Data entries:
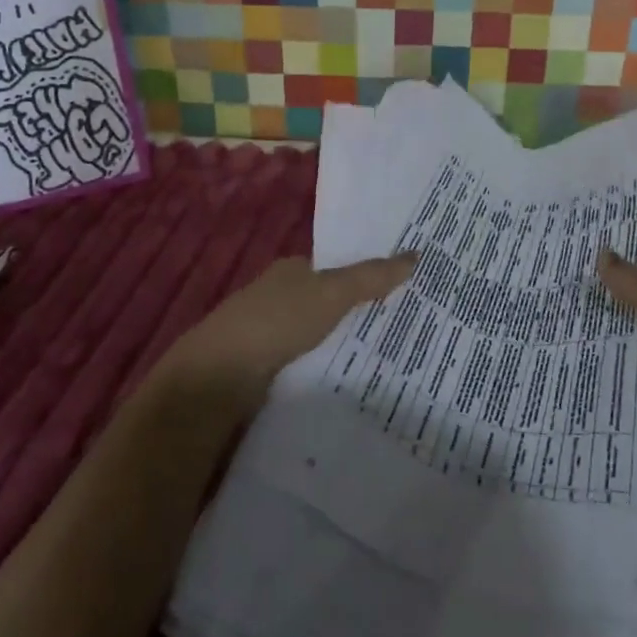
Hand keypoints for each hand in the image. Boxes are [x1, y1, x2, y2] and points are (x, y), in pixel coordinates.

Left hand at [159, 253, 416, 415]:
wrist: (221, 376)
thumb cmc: (277, 321)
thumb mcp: (331, 293)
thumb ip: (371, 278)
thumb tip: (415, 255)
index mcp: (292, 270)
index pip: (336, 268)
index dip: (367, 275)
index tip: (403, 290)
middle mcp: (279, 296)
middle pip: (328, 301)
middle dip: (358, 312)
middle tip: (405, 327)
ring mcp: (269, 333)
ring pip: (317, 335)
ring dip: (342, 344)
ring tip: (389, 359)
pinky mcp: (265, 368)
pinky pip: (306, 363)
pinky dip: (325, 368)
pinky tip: (349, 381)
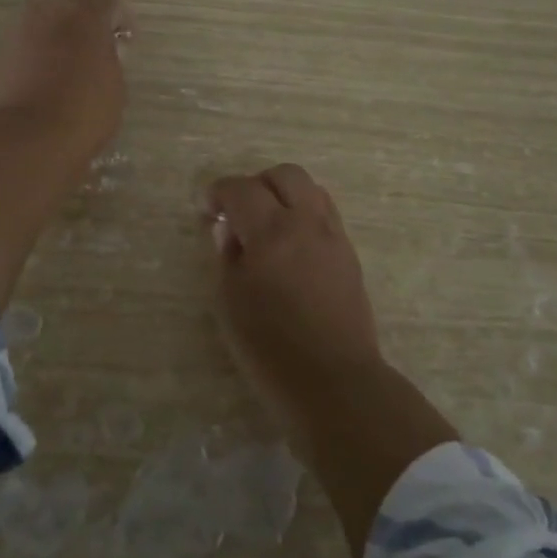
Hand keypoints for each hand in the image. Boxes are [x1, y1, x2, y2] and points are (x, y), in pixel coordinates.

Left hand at [0, 0, 130, 159]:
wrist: (29, 135)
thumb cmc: (85, 110)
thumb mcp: (114, 84)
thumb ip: (109, 56)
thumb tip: (101, 50)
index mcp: (87, 13)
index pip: (110, 2)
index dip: (122, 19)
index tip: (127, 41)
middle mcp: (52, 9)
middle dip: (85, 4)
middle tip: (96, 32)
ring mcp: (23, 26)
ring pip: (44, 7)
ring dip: (59, 21)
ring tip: (70, 50)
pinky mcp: (4, 48)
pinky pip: (27, 33)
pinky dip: (40, 42)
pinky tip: (48, 66)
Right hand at [205, 163, 459, 557]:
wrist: (335, 382)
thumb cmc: (270, 348)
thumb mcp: (229, 302)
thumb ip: (226, 255)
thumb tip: (228, 229)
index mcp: (271, 231)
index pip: (241, 189)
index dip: (218, 193)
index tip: (207, 209)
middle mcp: (307, 222)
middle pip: (284, 175)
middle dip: (256, 184)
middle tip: (239, 213)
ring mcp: (333, 236)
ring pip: (311, 189)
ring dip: (284, 195)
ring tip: (267, 226)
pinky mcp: (349, 254)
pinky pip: (326, 213)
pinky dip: (304, 214)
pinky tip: (290, 245)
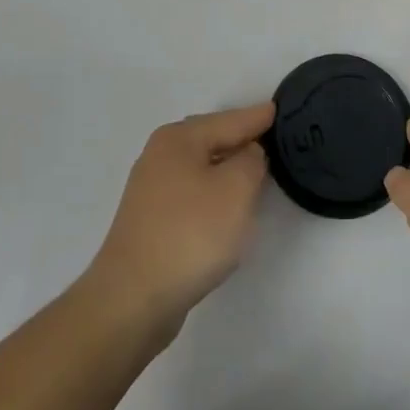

Requirement:
What to print is the stretch of entries from the line with "ring tip: (389, 359)" up to and including the line with "middle dip: (85, 4)". Please print it exactly and leave out the pictures.

Completed task:
ring tip: (389, 359)
pinky mcp: (265, 368)
pinky pip: (306, 363)
pinky dip: (325, 368)
pinky tip: (349, 381)
Hand keypoints for each hand in the image. Boxes are [x1, y1, x2, y2] and points are (x, y), in pixel coordinates.

Left hand at [0, 0, 130, 159]:
wrist: (29, 135)
thumb cmc: (85, 110)
thumb mcp: (114, 84)
thumb ip: (109, 56)
thumb tip: (101, 50)
index mcp: (87, 13)
index pip: (110, 2)
index dip: (122, 19)
index tip: (127, 41)
middle mcp: (52, 9)
middle dip: (85, 4)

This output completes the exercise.